= Auguste von Müller =

German opera singer

Auguste von Müller (1848–1912) was a nineteenth-century German operatic mezzo-soprano and actress. She is best remembered today for originating the role of Dalila in the world premiere of Camille Saint-Saëns's Samson et Dalila in 1877.

==Biography==
Müller was born in Darmstadt, the daughter of German actress Maria von Müller-Stack who worked for many years at the Hoftheater von Darmstadt. She started her career appearing in plays at the Stadttheater von Stettin from 1875 to 1876. She began her opera career singing at the opera house in Riga in 1876–1877. She joined the Staatskapelle Weimar in 1877 and sang roles there through 1881. While there she notably portrayed the role of Dalila in the world premiere of Camille Saint-Saëns's Samson et Dalila on 2 December 1877 under the direction of Eduard Lassen. Her other roles in Weimar included Azucena in Giuseppe Verdi's Il trovatore, Frau Reich in Carl Otto Nicolai's The Merry Wives of Windsor, Fricka in both Richard Wagner's Das Rheingold and Die Walküre, and Floßhilde in Wagner's Götterdämmerung among others.

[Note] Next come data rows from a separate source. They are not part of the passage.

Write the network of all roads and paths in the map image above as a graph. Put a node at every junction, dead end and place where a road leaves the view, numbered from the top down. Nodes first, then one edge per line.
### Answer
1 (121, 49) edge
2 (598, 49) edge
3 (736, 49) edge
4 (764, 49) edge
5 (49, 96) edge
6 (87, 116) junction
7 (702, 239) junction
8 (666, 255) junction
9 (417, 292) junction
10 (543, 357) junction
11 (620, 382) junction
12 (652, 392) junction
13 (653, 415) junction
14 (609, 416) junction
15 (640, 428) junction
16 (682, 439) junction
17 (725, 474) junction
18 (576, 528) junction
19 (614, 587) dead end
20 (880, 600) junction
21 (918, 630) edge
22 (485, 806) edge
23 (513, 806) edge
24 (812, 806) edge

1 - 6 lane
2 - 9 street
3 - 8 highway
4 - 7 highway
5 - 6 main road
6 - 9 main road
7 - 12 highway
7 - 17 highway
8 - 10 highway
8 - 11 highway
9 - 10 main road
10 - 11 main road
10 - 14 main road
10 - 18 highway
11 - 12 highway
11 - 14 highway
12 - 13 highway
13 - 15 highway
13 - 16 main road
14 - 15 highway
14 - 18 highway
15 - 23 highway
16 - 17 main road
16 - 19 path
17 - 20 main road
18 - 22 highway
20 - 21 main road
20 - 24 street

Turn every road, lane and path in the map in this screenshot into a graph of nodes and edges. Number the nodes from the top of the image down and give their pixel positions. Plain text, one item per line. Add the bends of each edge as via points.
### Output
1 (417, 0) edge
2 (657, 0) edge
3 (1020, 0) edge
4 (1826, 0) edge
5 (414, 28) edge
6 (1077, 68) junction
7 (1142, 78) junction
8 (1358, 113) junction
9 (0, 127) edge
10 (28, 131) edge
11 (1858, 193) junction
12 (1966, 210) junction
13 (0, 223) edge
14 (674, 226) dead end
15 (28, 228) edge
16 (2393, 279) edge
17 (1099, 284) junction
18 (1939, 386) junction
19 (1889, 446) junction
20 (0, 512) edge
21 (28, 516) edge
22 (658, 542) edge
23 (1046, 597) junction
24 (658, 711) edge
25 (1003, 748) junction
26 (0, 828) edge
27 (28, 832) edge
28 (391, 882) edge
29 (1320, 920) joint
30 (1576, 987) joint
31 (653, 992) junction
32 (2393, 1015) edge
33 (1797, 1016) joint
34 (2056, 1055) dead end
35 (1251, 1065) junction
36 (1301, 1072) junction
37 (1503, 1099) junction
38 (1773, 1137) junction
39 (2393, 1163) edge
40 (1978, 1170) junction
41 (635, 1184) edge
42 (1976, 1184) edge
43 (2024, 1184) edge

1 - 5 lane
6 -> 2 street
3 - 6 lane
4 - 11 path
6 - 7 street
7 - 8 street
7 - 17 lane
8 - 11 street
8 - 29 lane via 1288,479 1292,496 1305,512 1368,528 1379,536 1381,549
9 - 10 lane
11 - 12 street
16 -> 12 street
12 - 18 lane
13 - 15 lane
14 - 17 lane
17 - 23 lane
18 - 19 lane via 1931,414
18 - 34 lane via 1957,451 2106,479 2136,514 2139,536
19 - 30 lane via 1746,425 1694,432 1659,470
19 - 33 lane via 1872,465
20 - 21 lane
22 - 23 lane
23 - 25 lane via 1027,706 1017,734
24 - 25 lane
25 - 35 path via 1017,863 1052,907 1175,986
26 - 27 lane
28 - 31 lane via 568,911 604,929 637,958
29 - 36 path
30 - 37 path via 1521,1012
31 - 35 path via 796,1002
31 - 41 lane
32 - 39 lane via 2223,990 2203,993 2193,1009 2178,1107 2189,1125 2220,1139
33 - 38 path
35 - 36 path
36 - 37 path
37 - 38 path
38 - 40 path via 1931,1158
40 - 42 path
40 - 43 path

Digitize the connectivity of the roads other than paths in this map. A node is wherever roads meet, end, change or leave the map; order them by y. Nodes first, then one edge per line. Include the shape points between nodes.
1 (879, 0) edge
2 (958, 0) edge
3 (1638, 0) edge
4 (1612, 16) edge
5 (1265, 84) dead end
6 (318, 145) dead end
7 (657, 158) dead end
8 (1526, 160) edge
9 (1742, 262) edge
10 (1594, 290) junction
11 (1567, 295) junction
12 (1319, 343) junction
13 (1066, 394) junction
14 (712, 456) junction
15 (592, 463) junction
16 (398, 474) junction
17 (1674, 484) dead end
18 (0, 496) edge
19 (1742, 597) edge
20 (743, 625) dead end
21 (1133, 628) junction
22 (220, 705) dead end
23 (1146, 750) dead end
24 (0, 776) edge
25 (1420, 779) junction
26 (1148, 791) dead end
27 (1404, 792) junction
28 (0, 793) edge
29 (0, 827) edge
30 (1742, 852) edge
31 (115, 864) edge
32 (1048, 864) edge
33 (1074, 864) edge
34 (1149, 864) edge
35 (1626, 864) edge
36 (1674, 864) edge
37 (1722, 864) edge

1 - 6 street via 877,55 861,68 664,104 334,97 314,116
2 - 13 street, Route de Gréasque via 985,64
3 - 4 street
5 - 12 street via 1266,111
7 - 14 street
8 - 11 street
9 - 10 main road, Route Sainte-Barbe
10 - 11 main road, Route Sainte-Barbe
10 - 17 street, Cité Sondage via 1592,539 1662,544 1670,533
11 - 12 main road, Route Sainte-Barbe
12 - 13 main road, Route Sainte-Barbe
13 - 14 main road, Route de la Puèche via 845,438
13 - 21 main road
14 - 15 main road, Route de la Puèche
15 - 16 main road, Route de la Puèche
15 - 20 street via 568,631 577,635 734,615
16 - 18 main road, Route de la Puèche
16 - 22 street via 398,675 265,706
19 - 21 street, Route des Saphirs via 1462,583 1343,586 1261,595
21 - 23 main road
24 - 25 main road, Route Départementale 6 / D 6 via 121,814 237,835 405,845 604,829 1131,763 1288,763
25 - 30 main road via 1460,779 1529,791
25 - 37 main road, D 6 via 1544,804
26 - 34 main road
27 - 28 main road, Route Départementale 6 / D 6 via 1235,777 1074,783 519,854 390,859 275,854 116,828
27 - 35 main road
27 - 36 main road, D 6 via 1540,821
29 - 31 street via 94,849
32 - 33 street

After leaving Weimar in 1881, Müller joined the Stadttheater von Bremen where she sang for only one season. She then sang at the Stadttheater von Magdeburg from 1882 to 1883, the Hoftheater von Altenburg from 1883 to 1884, the Hoftheater von Sondershausen from 1884 to 1885, and the Stadttheater von Lübeck from 1885 to 1886. She retired from the opera stage after leaving Lübeck and lived for a number of years in Bremen. She later moved back to her hometown of Darmstadt where she died.